What you will do:
Print the records again, matching each line exactly.

Exercise input:
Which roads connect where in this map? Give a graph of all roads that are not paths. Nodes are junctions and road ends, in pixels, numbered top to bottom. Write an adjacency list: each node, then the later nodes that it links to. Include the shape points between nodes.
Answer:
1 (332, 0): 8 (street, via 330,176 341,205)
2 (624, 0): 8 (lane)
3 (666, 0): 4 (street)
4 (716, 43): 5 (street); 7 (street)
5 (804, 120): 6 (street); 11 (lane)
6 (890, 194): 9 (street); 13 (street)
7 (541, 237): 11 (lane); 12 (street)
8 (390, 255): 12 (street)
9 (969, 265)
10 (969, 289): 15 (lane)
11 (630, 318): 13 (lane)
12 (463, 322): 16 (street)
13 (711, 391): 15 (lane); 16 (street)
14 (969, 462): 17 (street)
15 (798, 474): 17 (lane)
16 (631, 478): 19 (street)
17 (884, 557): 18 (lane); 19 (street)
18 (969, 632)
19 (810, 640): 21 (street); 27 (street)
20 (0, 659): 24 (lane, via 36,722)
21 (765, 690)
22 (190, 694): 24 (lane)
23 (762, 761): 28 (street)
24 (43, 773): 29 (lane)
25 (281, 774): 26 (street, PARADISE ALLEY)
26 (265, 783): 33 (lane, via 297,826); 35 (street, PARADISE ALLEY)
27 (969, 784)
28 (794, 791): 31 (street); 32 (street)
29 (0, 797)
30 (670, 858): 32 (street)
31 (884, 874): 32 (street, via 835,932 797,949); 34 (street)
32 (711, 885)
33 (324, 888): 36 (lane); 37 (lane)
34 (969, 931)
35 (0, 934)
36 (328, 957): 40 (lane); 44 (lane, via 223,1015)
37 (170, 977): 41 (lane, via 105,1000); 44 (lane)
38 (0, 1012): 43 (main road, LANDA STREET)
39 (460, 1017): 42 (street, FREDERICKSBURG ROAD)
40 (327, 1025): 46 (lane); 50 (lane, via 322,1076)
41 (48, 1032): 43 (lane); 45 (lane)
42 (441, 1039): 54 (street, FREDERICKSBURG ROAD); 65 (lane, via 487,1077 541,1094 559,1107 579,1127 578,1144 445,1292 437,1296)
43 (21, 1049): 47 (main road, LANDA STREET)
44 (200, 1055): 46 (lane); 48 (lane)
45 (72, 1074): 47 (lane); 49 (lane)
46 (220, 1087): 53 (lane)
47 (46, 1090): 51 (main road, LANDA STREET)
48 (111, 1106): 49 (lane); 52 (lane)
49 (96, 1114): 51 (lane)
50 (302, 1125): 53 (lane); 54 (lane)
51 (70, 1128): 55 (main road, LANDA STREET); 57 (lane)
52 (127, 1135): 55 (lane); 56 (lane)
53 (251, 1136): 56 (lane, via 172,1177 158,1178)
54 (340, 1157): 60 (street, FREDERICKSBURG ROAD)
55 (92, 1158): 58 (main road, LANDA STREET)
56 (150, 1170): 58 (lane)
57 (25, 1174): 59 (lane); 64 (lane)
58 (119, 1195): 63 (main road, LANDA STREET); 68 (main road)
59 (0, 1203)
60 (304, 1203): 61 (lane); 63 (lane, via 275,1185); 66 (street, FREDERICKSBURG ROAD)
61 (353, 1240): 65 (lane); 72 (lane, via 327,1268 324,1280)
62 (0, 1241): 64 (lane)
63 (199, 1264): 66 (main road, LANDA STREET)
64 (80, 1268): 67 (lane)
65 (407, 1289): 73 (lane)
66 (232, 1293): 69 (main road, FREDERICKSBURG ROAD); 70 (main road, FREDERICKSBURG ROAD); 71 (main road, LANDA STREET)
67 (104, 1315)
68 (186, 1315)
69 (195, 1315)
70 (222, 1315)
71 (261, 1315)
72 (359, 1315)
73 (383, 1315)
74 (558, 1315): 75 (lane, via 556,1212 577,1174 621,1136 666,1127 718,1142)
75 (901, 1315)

Finished exercise:
Which roads connect where in this map? Give a graph of all roads that are not paths. Nodes are junctions and road ends, in pixels, numbered top to bottom. Write an adjacency list: each node, then the later nodes that it links to. Include the shape points between nodes.
Answer:
1 (332, 0): 8 (street, via 330,176 341,205)
2 (624, 0): 8 (lane)
3 (666, 0): 4 (street)
4 (716, 43): 5 (street); 7 (street)
5 (804, 120): 6 (street); 11 (lane)
6 (890, 194): 9 (street); 13 (street)
7 (541, 237): 11 (lane); 12 (street)
8 (390, 255): 12 (street)
9 (969, 265)
10 (969, 289): 15 (lane)
11 (630, 318): 13 (lane)
12 (463, 322): 16 (street)
13 (711, 391): 15 (lane); 16 (street)
14 (969, 462): 17 (street)
15 (798, 474): 17 (lane)
16 (631, 478): 19 (street)
17 (884, 557): 18 (lane); 19 (street)
18 (969, 632)
19 (810, 640): 21 (street); 27 (street)
20 (0, 659): 24 (lane, via 36,722)
21 (765, 690)
22 (190, 694): 24 (lane)
23 (762, 761): 28 (street)
24 (43, 773): 29 (lane)
25 (281, 774): 26 (street, PARADISE ALLEY)
26 (265, 783): 33 (lane, via 297,826); 35 (street, PARADISE ALLEY)
27 (969, 784)
28 (794, 791): 31 (street); 32 (street)
29 (0, 797)
30 (670, 858): 32 (street)
31 (884, 874): 32 (street, via 835,932 797,949); 34 (street)
32 (711, 885)
33 (324, 888): 36 (lane); 37 (lane)
34 (969, 931)
35 (0, 934)
36 (328, 957): 40 (lane); 44 (lane, via 223,1015)
37 (170, 977): 41 (lane, via 105,1000); 44 (lane)
38 (0, 1012): 43 (main road, LANDA STREET)
39 (460, 1017): 42 (street, FREDERICKSBURG ROAD)
40 (327, 1025): 46 (lane); 50 (lane, via 322,1076)
41 (48, 1032): 43 (lane); 45 (lane)
42 (441, 1039): 54 (street, FREDERICKSBURG ROAD); 65 (lane, via 487,1077 541,1094 559,1107 579,1127 578,1144 445,1292 437,1296)
43 (21, 1049): 47 (main road, LANDA STREET)
44 (200, 1055): 46 (lane); 48 (lane)
45 (72, 1074): 47 (lane); 49 (lane)
46 (220, 1087): 53 (lane)
47 (46, 1090): 51 (main road, LANDA STREET)
48 (111, 1106): 49 (lane); 52 (lane)
49 (96, 1114): 51 (lane)
50 (302, 1125): 53 (lane); 54 (lane)
51 (70, 1128): 55 (main road, LANDA STREET); 57 (lane)
52 (127, 1135): 55 (lane); 56 (lane)
53 (251, 1136): 56 (lane, via 172,1177 158,1178)
54 (340, 1157): 60 (street, FREDERICKSBURG ROAD)
55 (92, 1158): 58 (main road, LANDA STREET)
56 (150, 1170): 58 (lane)
57 (25, 1174): 59 (lane); 64 (lane)
58 (119, 1195): 63 (main road, LANDA STREET); 68 (main road)
59 (0, 1203)
60 (304, 1203): 61 (lane); 63 (lane, via 275,1185); 66 (street, FREDERICKSBURG ROAD)
61 (353, 1240): 65 (lane); 72 (lane, via 327,1268 324,1280)
62 (0, 1241): 64 (lane)
63 (199, 1264): 66 (main road, LANDA STREET)
64 (80, 1268): 67 (lane)
65 (407, 1289): 73 (lane)
66 (232, 1293): 69 (main road, FREDERICKSBURG ROAD); 70 (main road, FREDERICKSBURG ROAD); 71 (main road, LANDA STREET)
67 (104, 1315)
68 (186, 1315)
69 (195, 1315)
70 (222, 1315)
71 (261, 1315)
72 (359, 1315)
73 (383, 1315)
74 (558, 1315): 75 (lane, via 556,1212 577,1174 621,1136 666,1127 718,1142)
75 (901, 1315)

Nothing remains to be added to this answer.